A1718
Title: Improving finite sample estimates of principal components for high-dimensional data
Authors: Nuwan Weeraratne - University of Waikato (New Zealand) [presenting]
Lynette Hunt - University of Waikato (New Zealand)
Jason Kurz - University of Waikato (New Zealand)
Abstract: Principal Component Analysis (PCA) is a method of compressing many data into a format that captures the essence of the original data. Moreover, PCA is a matrix decomposition technique that uses eigendecomposition. It quantifies variable relationships using covariance matrices, determines the data distribution, and assesses direction significance using eigenvalues.

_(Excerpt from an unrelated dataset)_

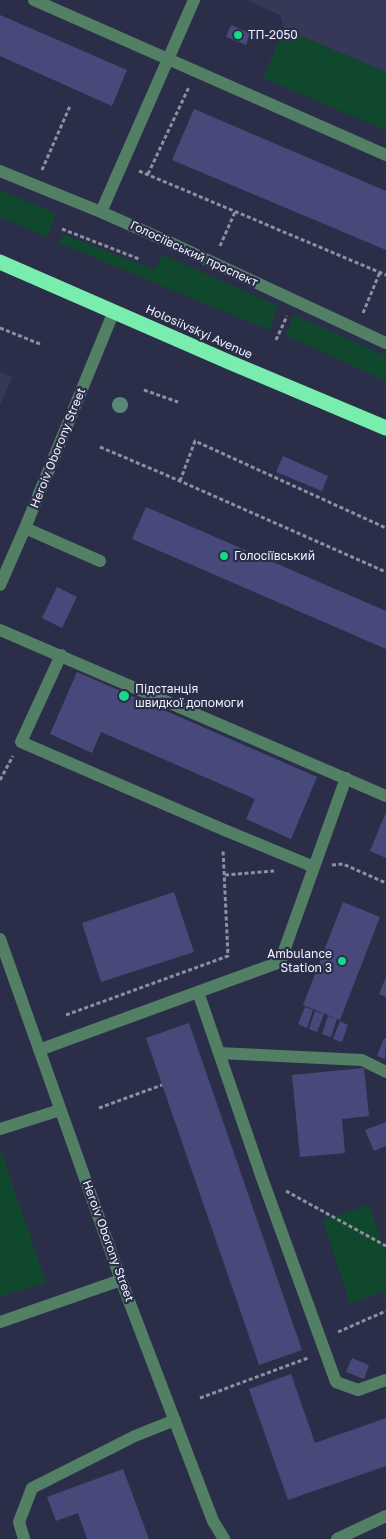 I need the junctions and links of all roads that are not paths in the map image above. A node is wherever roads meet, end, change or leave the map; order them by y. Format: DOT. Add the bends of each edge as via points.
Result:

Therefore, the variance-covariance estimation is crucial for PCA. However, the traditional Maximum Likelihood Estimation (MLE) of covariance is asymptotically unbiased, but it gives poor estimates of the principal components and poorly conditioned estimates of the covariance matrix in high dimensional settings where the number of variables (p) exceeds the number of observations (n). To address the issues with PCA, we proposed a novel covariance estimation called the Pairwise Differences Covariance (PDC) estimation with four regularized versions of PDC (i.e., Standardized PDC (SPDC), Local Scaled PDC (LPDC), Scaled by Maximum Absolute Value PDC (MAXPDC), and Scaled by Range PDC method (RPDC)). In empirical comparisons with MLE and its existing most famous alternative, Ledoit-Wolf, the SPDC and all other regularized PDC estimators perform well in estimating the variance-covariance structure and principal components while minimizing the PCs overdispersion and cosine similarity error (CSE). Real data applications are presented.